A claim for punitive damages may not be based on conclusory allegations of oppression, fraud, or malice but instead must be based on factual allegations that support such a conclusion. See Smith v. Superior Court (1992) 10 Cal. App. 4th 1033, 1041-1042 (Court of Appeal issued peremptory writ directing trial court to issue order striking plaintiff’s prayer for punitive damages because “[t]he sole basis for seeking punitive damages are … conclusory allegations” which were “devoid of any factual assertions supporting a conclusion [defendants] acted with oppression, fraud or malice”).

A negligence claim generally will not support a claim for punitive damages, as negligence is an unintentional tort, and a negligent party has no desire to cause the harm that results from its conduct, differing from a party who has engaged in willful misconduct and intended to cause harm. Grieves v. Superior Court (1984) 157 Cal.App.3d 159, 166-167. Allegations of negligence where injuries might occur but are not probable do not support punitive damages claims. McDonell v American Trust Co. (1955) 130 Cal.App.2d 296, 300; see also Woolstrum v. Mailloux (1983) 141 Cal.App.3d Supp. 1, 12 (evidence of negligence insufficient to show that defendant knew or must have known of the danger).
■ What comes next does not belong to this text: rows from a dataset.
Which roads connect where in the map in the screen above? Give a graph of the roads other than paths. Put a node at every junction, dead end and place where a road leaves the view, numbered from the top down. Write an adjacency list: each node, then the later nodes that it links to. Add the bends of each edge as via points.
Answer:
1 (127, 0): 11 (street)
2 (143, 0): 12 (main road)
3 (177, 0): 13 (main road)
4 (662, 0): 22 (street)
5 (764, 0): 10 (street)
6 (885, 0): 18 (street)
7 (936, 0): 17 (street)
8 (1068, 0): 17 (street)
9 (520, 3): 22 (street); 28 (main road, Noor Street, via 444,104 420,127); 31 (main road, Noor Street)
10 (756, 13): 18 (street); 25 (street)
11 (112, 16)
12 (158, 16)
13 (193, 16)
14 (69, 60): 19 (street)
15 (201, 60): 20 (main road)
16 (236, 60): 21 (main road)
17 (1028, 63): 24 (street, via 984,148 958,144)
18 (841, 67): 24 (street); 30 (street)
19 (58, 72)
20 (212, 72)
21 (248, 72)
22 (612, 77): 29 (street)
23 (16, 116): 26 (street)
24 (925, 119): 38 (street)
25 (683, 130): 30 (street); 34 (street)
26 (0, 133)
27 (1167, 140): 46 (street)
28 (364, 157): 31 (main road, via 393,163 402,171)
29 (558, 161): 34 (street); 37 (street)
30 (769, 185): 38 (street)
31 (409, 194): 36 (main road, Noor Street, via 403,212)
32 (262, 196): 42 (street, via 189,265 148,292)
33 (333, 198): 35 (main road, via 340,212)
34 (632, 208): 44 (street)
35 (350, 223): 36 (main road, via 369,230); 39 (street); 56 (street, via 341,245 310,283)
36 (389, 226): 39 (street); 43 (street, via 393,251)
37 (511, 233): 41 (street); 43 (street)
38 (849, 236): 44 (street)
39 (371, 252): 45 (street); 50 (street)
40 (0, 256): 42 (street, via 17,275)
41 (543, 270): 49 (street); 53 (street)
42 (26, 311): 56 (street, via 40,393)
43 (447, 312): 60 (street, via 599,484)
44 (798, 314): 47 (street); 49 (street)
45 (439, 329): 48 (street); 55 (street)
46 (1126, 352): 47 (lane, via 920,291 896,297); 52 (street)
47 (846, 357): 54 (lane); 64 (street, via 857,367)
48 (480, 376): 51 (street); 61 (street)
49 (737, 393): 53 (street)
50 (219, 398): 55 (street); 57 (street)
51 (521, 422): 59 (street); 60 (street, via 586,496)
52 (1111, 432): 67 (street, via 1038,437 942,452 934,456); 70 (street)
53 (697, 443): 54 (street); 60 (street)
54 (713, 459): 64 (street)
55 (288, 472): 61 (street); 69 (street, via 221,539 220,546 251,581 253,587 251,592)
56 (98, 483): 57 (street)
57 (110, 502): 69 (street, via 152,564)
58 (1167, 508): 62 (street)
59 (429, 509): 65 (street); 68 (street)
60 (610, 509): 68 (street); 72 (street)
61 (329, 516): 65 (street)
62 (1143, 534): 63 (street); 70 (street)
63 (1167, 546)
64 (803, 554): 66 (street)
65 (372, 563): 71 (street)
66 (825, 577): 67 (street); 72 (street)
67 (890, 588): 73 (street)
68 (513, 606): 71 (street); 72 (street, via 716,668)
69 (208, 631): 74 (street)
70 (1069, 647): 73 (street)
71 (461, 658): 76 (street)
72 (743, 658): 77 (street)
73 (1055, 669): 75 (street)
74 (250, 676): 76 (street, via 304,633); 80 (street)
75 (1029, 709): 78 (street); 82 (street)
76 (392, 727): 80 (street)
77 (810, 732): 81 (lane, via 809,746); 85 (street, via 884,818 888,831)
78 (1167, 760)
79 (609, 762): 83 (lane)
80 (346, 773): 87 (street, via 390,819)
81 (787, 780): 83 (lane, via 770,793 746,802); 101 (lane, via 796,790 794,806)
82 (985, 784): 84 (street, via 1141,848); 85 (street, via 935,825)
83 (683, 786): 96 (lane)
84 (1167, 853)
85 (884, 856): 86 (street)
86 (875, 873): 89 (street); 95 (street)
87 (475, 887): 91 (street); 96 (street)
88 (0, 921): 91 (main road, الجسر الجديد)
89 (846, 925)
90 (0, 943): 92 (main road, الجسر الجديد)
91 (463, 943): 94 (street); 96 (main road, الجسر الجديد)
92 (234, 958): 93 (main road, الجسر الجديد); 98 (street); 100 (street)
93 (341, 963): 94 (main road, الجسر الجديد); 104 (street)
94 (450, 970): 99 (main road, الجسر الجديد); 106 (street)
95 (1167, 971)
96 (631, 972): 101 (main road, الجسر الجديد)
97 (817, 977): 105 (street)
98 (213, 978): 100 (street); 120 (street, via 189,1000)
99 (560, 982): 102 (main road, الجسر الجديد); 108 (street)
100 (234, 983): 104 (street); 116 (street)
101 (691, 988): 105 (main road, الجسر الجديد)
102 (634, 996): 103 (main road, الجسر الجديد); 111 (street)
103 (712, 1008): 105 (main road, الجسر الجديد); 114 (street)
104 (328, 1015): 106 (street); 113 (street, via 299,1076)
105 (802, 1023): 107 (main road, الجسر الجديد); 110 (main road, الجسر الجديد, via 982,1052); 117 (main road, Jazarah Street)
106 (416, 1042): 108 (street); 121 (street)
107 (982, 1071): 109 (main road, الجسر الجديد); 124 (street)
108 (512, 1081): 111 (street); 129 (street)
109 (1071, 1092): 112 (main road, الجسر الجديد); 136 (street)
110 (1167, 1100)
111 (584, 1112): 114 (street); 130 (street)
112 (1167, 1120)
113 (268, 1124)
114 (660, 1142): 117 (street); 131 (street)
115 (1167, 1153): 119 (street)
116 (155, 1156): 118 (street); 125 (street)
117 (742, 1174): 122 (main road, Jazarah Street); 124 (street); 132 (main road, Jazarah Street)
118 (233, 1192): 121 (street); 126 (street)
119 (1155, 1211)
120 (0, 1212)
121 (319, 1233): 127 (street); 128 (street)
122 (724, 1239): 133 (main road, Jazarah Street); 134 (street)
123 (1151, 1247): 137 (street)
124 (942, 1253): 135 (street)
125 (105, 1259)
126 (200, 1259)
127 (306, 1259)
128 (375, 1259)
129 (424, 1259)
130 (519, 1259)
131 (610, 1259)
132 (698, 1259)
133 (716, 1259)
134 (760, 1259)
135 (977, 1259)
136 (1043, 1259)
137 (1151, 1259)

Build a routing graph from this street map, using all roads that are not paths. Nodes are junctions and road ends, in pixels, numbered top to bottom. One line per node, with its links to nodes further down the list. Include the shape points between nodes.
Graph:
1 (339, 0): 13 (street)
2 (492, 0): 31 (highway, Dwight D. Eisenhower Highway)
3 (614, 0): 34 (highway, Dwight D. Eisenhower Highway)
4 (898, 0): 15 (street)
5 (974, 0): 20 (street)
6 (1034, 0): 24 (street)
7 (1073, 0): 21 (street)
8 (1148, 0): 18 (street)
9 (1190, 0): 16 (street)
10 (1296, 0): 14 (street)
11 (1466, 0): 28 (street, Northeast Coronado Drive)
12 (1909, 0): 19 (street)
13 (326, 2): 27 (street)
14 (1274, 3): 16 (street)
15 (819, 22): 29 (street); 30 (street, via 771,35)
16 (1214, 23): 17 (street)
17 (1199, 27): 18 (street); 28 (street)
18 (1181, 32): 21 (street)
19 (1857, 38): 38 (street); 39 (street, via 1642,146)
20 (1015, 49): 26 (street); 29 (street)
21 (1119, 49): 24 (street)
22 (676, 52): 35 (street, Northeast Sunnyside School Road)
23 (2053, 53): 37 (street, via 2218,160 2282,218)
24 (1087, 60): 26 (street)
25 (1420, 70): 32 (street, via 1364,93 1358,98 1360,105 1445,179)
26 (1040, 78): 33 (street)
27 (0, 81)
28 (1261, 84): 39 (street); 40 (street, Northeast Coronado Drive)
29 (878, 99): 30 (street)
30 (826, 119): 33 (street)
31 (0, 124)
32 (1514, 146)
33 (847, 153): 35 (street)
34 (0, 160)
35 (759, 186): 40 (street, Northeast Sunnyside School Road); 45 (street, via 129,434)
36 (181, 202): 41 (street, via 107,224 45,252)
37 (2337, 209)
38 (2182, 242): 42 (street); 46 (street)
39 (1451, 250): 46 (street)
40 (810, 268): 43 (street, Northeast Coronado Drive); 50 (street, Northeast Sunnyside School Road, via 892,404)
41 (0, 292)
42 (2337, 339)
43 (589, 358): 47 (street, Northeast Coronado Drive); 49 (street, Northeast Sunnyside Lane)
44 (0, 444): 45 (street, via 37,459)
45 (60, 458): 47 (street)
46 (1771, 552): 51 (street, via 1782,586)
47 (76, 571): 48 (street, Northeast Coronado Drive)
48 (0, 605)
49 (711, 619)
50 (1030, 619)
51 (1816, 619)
As pleaded, there are insufficient facts to conclude that Defendants were aware of a likelihood of harm but chose to ignore that risk. There are also no specific facts that would indicate Defendants fraudulently concealed the issue, made misrepresentations to Plaintiffs, or knowingly subjected Plaintiffs to a room with bedbugs. While knowledge of an ongoing issue, prior complaints, and a failure to remedy the issue despite such knowledge could constitute malicious or oppressive behavior, Plaintiffs have provided only speculative and conclusory statements without specific facts to support a finding on either basis. Based on the allegations in the Complaint, it is unclear whether Defendants were aware of any complaints or online reviews about bedbugs. Accordingly, Defendants’ motion to strike is granted, with leave to amend, as to the request for punitive damages concerning Plaintiffs’ negligence claim and denied, as moot, as to all other claims.

 

CONCLUSION

Defendants’ demurrer is sustained with leave to amend as to counts one, three, four, and six, and sustained without leave to amend as to count five. The motion to strike is granted with leave to amend, as to the request for punitive damages with respect to Plaintiffs’ negligence claim and denied, as moot, as to all other claims. Plaintiff has twenty days to amend.